As regards the running of the race, I have already said the Government have no responsibility in the matter at all. The regulation of the conditions is a matter for the authorities concerned, in this case the National Hunt Committee. It is certainly no part of the Government's duties to interfere with the National Hunt Committee in the execution of its powers and duties. I do not believe that anyone has argued or would argue that the Government should interfere with the National Hunt Committee in that connection.

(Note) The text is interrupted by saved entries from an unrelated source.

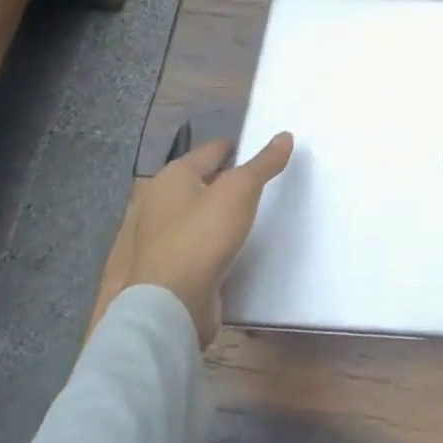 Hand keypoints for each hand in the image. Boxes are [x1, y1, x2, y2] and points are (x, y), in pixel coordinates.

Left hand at [121, 132, 294, 346]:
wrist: (169, 306)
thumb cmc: (202, 236)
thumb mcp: (241, 190)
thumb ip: (264, 162)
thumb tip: (285, 135)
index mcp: (172, 177)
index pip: (212, 150)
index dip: (239, 149)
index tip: (264, 156)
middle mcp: (158, 202)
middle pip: (202, 181)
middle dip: (228, 181)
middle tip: (261, 185)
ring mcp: (157, 238)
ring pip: (197, 213)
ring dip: (219, 213)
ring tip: (250, 214)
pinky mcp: (165, 268)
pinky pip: (195, 243)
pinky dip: (212, 240)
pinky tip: (232, 245) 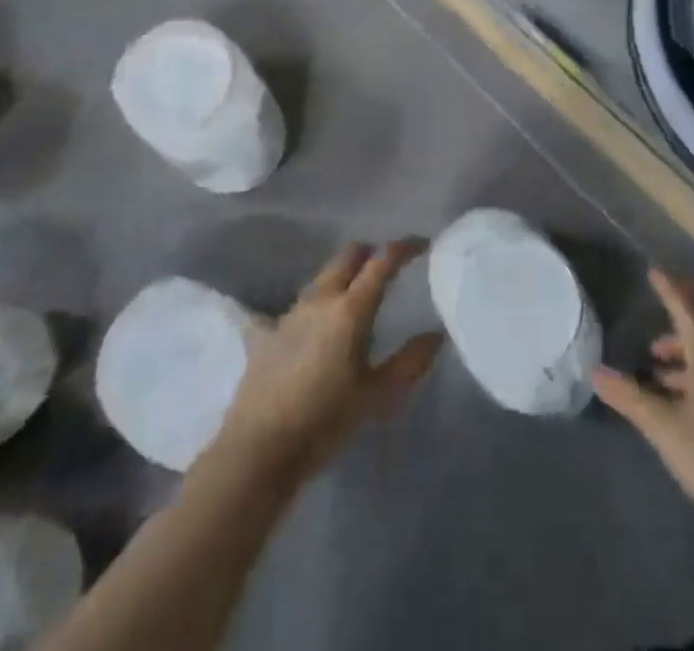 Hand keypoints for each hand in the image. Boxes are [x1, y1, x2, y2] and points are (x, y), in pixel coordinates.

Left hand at [219, 240, 443, 480]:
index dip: (404, 248)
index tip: (421, 244)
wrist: (258, 449)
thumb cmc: (325, 421)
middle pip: (348, 256)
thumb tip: (435, 335)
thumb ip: (410, 362)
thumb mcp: (378, 396)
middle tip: (387, 267)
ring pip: (322, 276)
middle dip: (370, 254)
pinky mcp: (268, 332)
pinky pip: (296, 305)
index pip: (383, 261)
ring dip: (343, 275)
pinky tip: (313, 323)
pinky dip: (313, 305)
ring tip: (355, 294)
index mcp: (351, 309)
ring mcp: (291, 312)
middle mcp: (321, 299)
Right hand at [593, 269, 693, 529]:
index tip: (655, 272)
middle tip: (652, 342)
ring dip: (684, 362)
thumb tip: (595, 371)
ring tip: (658, 378)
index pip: (687, 310)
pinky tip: (682, 409)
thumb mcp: (664, 425)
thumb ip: (630, 397)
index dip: (670, 291)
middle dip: (676, 331) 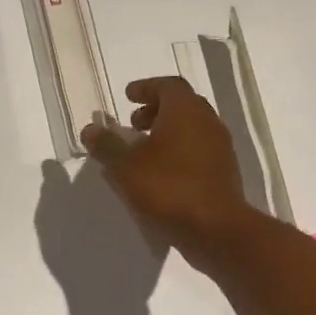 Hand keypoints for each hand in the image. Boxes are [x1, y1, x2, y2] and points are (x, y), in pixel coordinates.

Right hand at [81, 77, 252, 257]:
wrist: (216, 229)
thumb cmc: (168, 188)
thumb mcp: (126, 167)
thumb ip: (107, 145)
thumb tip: (90, 129)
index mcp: (185, 110)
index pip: (167, 85)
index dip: (146, 88)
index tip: (127, 97)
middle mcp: (207, 121)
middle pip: (182, 105)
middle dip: (155, 110)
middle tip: (133, 125)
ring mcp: (220, 146)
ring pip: (192, 128)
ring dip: (168, 132)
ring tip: (144, 151)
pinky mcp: (225, 171)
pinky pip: (198, 150)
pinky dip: (179, 151)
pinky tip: (162, 173) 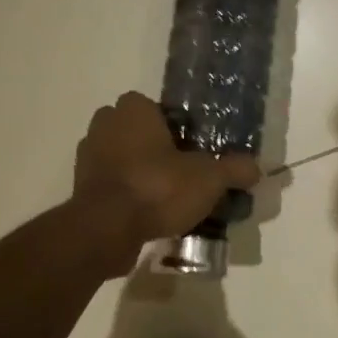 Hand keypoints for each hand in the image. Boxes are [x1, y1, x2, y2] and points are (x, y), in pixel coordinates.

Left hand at [70, 92, 262, 275]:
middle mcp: (104, 126)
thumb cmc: (157, 187)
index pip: (153, 106)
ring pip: (121, 158)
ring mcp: (87, 159)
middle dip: (154, 146)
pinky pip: (111, 185)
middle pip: (136, 131)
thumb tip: (257, 168)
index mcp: (133, 111)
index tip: (190, 146)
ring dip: (139, 171)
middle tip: (181, 169)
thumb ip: (234, 170)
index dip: (172, 124)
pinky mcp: (81, 191)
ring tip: (168, 196)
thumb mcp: (209, 178)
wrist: (105, 231)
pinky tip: (149, 214)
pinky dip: (126, 195) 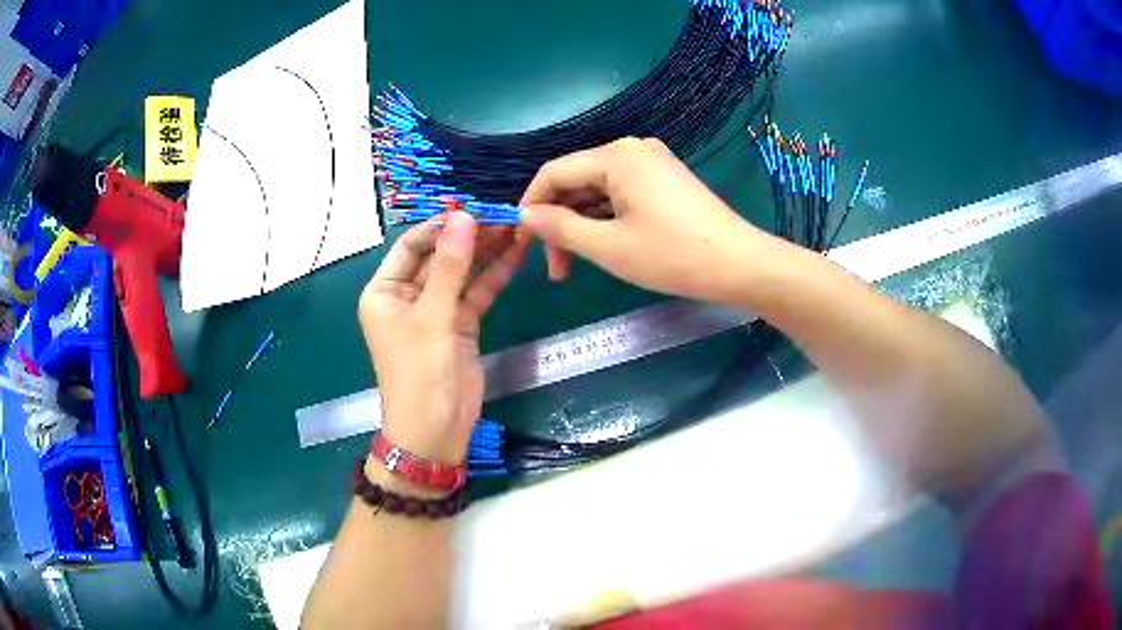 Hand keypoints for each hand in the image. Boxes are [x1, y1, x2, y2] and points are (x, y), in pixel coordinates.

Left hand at [358, 213, 528, 464]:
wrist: (435, 432)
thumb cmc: (419, 374)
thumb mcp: (431, 317)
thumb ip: (449, 266)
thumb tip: (464, 216)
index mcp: (384, 291)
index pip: (411, 245)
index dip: (441, 226)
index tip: (475, 209)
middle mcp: (407, 296)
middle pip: (439, 256)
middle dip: (469, 236)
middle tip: (504, 214)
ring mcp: (436, 310)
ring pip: (462, 272)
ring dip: (487, 251)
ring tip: (517, 226)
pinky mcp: (460, 325)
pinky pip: (477, 293)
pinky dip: (495, 275)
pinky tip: (517, 253)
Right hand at [520, 138, 770, 303]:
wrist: (739, 264)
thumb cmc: (672, 255)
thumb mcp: (608, 246)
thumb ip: (560, 228)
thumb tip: (525, 216)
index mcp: (615, 155)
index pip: (553, 173)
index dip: (530, 208)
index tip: (521, 244)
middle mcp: (631, 149)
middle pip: (575, 181)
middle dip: (558, 223)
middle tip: (554, 268)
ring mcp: (650, 162)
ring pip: (597, 190)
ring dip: (581, 225)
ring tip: (575, 265)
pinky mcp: (664, 179)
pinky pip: (619, 193)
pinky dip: (604, 219)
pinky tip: (602, 246) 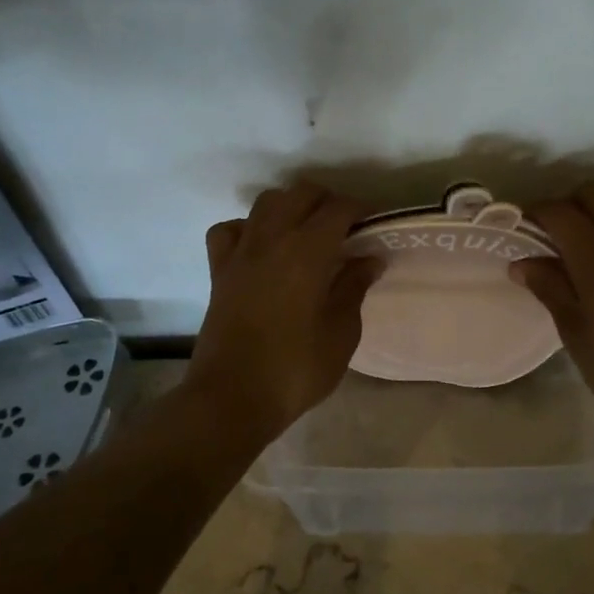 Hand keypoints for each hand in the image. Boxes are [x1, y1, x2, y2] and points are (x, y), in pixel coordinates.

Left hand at [188, 182, 382, 438]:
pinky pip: (230, 230)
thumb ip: (354, 288)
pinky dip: (248, 228)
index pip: (338, 208)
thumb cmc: (295, 370)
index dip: (360, 209)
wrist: (231, 399)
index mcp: (306, 251)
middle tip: (346, 228)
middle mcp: (271, 239)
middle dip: (327, 201)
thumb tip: (369, 258)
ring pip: (265, 203)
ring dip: (290, 206)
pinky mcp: (219, 270)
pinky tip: (261, 248)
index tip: (374, 224)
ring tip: (307, 232)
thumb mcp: (341, 333)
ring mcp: (240, 252)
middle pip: (301, 194)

Of course, the Government cannot remain wholly indifferent in a matter of such widespread interest on which many constructive proposals have been put forward both in the Press and to the Government directly. It is certainly proper that the Government should do what is necessary to bring the views that have been expressed to the notice of those who are responsible. It was for that reason that my right hon. and learned Friend invited the stewards of the National Hunt Committee to meet him. That meeting had the additional advantage that he was able to be fully informed by them of the material facts as they knew them.

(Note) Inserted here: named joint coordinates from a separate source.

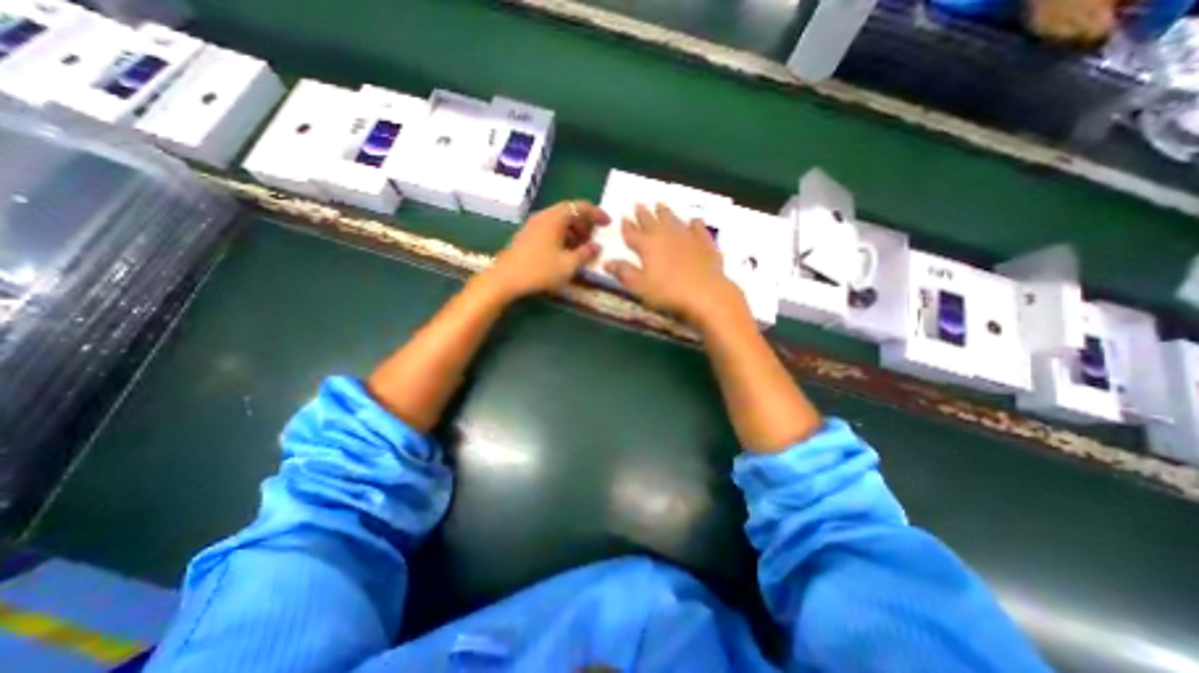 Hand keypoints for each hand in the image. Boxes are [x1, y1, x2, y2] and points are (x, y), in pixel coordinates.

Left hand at [483, 200, 609, 300]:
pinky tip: (564, 252)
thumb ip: (586, 253)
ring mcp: (533, 225)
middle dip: (585, 223)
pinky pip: (550, 229)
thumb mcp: (569, 265)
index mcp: (555, 218)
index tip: (608, 224)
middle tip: (594, 238)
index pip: (580, 206)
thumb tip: (596, 246)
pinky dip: (562, 236)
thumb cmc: (540, 270)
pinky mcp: (527, 236)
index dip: (596, 213)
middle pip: (569, 212)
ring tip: (581, 247)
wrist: (505, 279)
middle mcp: (544, 216)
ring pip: (559, 221)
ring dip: (573, 231)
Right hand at [605, 205, 745, 331]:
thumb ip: (624, 272)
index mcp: (648, 246)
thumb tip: (606, 262)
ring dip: (665, 213)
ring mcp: (688, 237)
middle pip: (652, 222)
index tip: (623, 218)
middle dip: (644, 214)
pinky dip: (695, 223)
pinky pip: (699, 229)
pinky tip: (694, 220)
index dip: (627, 226)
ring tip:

It is my duty to give the main facts to the House—I can do so only very shortly tonight—as accurately and as freely from bias as I am able to do. Let me first say something about the four fatal accidents which are the whole cause of this debate. The horse, Legal Joy, had been second in the 1952 Grand National. It fell in the first round at the 13th fence, which is a plain fence and one of the lowest in the race. The horse, Dominick's Bar, collapsed and died at the second fence. The horse, Paris—New York, fell at the fourth, which is a plain fence 4 feet 10 inches high.

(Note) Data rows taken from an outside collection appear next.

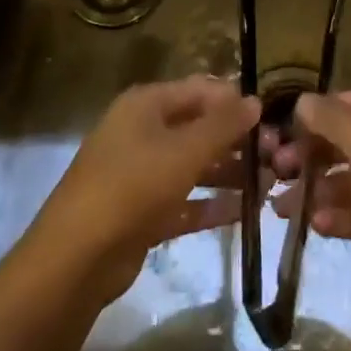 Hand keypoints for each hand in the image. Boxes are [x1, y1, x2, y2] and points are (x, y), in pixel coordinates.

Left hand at [20, 76, 259, 307]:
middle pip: (197, 127)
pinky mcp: (141, 213)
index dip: (233, 100)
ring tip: (268, 184)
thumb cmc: (132, 187)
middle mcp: (141, 132)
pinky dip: (210, 205)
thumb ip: (223, 125)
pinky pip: (183, 201)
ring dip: (228, 173)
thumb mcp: (185, 151)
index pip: (199, 90)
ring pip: (192, 165)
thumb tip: (256, 101)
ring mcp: (139, 174)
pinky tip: (243, 212)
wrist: (76, 259)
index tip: (269, 117)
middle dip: (235, 140)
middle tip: (274, 155)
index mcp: (146, 105)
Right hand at [267, 89, 350, 320]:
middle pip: (350, 142)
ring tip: (283, 209)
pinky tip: (316, 225)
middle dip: (313, 157)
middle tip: (275, 174)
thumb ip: (333, 121)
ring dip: (319, 191)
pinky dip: (341, 216)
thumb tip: (301, 101)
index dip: (315, 117)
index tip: (278, 135)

So far as those three horses are concerned it was certainly not the kind of obstacle referred to by my hon. Friend, or the length of the face, that appears to have had anything to do with the matter. The horse, Coneyburrow, fell at the 28th fence which is 5 ft. high with a ditch 4 feet 7 inches wide. That horse had previously made a mistake. He did not appear to have suffered from that as he caught up with the leaders again. He had already won the Grand Sefton Steeplechase over three miles of the same course last November. I have stated the facts as objectively as I can without seeking to place any emphasis upon them, since I conceive that to be my duty.

As regards the qualification for the runners in the race, when the race was resumed after the war the qualification was that a horse must have been placed first, second or third in a steeplechase of a certain value and over a certain distance. In 1952, this qualification was tightened up and it was only winners of such races that were qualified to enter the Grand National. It is, no doubt, because of that change that there has been a tendency towards smaller fields. This year the field was the smallest since the war.

The attention of the Home Secretary has been drawn by the stewards to a document containing the names of 45 horses which are stated to have been killed in the race. I think that that document has been fairly widely circulated. The stewards have checked the information in that document, and have told the Home Secretary that the list begins with the year 1839. According to the information which is available to them six, at least, of the horses listed did not die in the Grand National. It is right that I should mention that categorical information. It gives some idea of what the position is over a rather long range of time, and it is desirable that the House should be given the best information available to the Government.

I have given the bare, principal facts as I know them. I have listened to what has been said by my hon. Friends on this matter, and I can assure them and the House that what has been said will be considered by the Government and will be brought to the notice of the National Hunt Committee and of the other authorities concerned.

Question put, and agreed to.

Adjourned accordingly at Four Minutes to Twelve o'Clock.